The thing is, Brandfarm was around less than a year, and I see it as a victory because I failed, but I failed fast.
And then Gold Violin and Bidshift both went on to exits.
Not big exits, but exits where the investors who ponied up in the B rounds in those companies actually made money.
So I think a brand farm
is sort of a kind of marks the era, but I look at it fondly because a couple of companies survived.
And, you know, if you're going to fail, fail fast, there's nothing better than success.
But I don't want to say a close second, but definitely well ahead of the third is failing
fast. What you want to avoid is failing slowly. And then the sixth business was Firebrand Partners,
which you started in 2005, which was an activist investment firm. Take us through that.
Yeah. So I felt like I had a feel for brand. I was starting to learn about the markets. I had
some time on my hands. I didn't know what to do. I was meeting a lot of hedge fund people. And I
said... By the way, what do you do all day at this point in your career?
I joined the faculty at NYU in 2002 and was teaching there.
But mostly I would think about how I was going to go to some fabulous scene and try and drink a shit ton of alcohol to give me the confidence to meet strange women at a New York club at Lotus or Pangea or Double Seven.
So I was in full arrested adolescence mode.
Like kind of mild alcoholism meets New York meets trying to to figure it out and i was having a great time it was a it was a ton of fun other than the fact i was going
broke um but that was that was a very interesting time new york and the aughts whatever you want to
call it but i was i felt like i understood brand i understood the markets a little bit and i found
some companies that i thought were undervalued. And then I had some credibility because I'd run this activist campaign at Red Envelope. And even though it wasn't successful, people knew that I was crazy, but in a crazy good way. And a couple times, shareholders would call me and say, we have a large stake here. We need sort of a tip of the spear. Do you want to co-invest and do an activist campaign?
Basically to kick people out.
Yeah. Your job is to unlock value, which back then essentially meant go in and fire the CEO.
I raised a bunch of money and bought 17% of Gateway Computer because I'm like,
the cow pattern is powerful and we have distribution through Best Buy. We'll go in,
the stock had gone from 70 bucks to $1.70.
That was a pretty big company at the time, right?
Gateway was the second largest computer manufacturer in the world. At the time that we were selling three times as many
computers as Apple, but our margins were like 8% and Apple's were 30. But anyways, raised a bunch
of money, bought 17% of the company, went on the board. The chairman of the board was a guy named,
oh God, Rick Snyder, who went on to be governor of Michigan. And Ted Wade had just gotten off the
board and went in, blaze of glory. We need to sell this company for three bucks a share. We all went,
you know, get a 60% pop, stop the consensual hallucination. They were polite. They listened
to my pitch and they said, Scott, we engaged Goldman Sachs two years ago to try and sell
this company. And that was a key learning. And that is when you come into a strange situation,
you should assume that you're not as smart as you think and they're not as dumb as you'd hoped.

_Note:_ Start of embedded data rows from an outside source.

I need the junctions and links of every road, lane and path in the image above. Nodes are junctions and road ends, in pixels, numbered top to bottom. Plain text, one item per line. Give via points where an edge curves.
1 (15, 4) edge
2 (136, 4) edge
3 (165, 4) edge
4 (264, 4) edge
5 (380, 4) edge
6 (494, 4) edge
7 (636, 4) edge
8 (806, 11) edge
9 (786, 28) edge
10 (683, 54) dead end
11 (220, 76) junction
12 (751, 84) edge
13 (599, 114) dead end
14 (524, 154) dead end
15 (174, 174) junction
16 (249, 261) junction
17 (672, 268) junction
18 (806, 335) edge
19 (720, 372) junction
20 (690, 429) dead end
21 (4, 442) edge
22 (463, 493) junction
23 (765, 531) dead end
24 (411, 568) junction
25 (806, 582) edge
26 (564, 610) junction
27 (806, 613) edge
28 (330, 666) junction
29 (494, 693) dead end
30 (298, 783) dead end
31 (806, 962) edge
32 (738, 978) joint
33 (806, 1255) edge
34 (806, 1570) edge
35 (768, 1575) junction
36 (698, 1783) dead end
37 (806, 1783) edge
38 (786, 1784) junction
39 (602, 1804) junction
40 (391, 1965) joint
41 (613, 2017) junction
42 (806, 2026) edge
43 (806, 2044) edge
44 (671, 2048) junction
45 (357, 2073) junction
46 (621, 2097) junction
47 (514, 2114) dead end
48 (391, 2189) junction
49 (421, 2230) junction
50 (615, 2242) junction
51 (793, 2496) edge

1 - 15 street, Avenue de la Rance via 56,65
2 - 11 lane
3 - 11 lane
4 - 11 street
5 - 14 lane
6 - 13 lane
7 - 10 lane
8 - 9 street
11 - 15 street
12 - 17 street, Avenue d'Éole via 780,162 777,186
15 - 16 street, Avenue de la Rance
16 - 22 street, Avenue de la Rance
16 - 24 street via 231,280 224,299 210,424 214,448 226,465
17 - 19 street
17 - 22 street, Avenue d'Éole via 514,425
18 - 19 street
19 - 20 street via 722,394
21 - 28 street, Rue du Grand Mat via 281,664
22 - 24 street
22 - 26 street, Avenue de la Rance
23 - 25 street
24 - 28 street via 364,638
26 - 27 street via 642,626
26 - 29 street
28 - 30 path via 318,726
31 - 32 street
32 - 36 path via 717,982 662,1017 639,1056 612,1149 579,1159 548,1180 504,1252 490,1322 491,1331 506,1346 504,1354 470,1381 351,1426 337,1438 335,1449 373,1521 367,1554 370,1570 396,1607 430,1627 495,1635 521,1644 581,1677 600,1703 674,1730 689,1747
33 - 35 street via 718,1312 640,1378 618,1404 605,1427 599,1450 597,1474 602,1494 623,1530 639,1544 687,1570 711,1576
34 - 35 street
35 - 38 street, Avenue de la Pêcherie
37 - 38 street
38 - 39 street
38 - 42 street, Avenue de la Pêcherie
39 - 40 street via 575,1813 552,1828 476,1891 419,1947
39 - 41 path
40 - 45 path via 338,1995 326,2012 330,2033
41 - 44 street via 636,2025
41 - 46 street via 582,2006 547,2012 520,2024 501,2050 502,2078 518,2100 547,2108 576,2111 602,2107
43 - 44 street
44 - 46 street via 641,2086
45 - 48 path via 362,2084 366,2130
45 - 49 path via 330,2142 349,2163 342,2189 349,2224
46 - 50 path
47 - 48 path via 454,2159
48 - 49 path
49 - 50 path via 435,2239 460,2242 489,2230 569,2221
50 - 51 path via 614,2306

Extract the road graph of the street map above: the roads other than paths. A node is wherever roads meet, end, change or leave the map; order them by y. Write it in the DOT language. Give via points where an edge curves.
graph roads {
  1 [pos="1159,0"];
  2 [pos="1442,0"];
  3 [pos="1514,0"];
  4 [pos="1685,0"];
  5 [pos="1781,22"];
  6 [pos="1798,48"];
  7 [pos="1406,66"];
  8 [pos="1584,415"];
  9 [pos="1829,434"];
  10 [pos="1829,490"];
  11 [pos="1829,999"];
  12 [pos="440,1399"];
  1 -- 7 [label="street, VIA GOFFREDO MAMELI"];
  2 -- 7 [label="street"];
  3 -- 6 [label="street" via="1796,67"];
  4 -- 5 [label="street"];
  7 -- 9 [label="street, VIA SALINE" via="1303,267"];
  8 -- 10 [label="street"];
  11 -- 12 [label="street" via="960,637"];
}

But we ended up selling to Acer, I think, for like $2.50.
So it turned $70 million into $90 million.
I struck a deal with a hedge fund to get 10% of the upside.
So I ended up making like a million bucks.
I remember thinking, wow, this is fun.
It fits to my
personality because I'm angry and a bit of an asshole. So I enjoy going in and like stirring
things up. And the most iconic one was I raised $600 million to become the largest shareholder
in the New York Times company. Unfortunately, our timing wasn't great there. The great financial
recession hit and I turned $600 million into 100 in about 14 months. The stock did recover, but that was a very,
very intense time. But that was sort of my kind of five-year adventure in activist investing was
Firebrand Partners. And then you started a new consulting firm called L2 in 2010. I think people
know more about that one, but take us through the beginning there. So I had at this time,
by now I was expecting my second kid
and I'd made some money, but it was lumpy,
expensive to live in New York, two kids.
And I thought, well, maybe I'll move to,
you know, Chapel Hill or Charlottesville
to a lower cost area,
just be full-time faculty, try and write,
make a good living, cut my burn
and just live happily ever after.
And at NYU, the dean said, you either need to do research, peer-reviewed research,
or write a book, or do something to establish yourself as a credible academic.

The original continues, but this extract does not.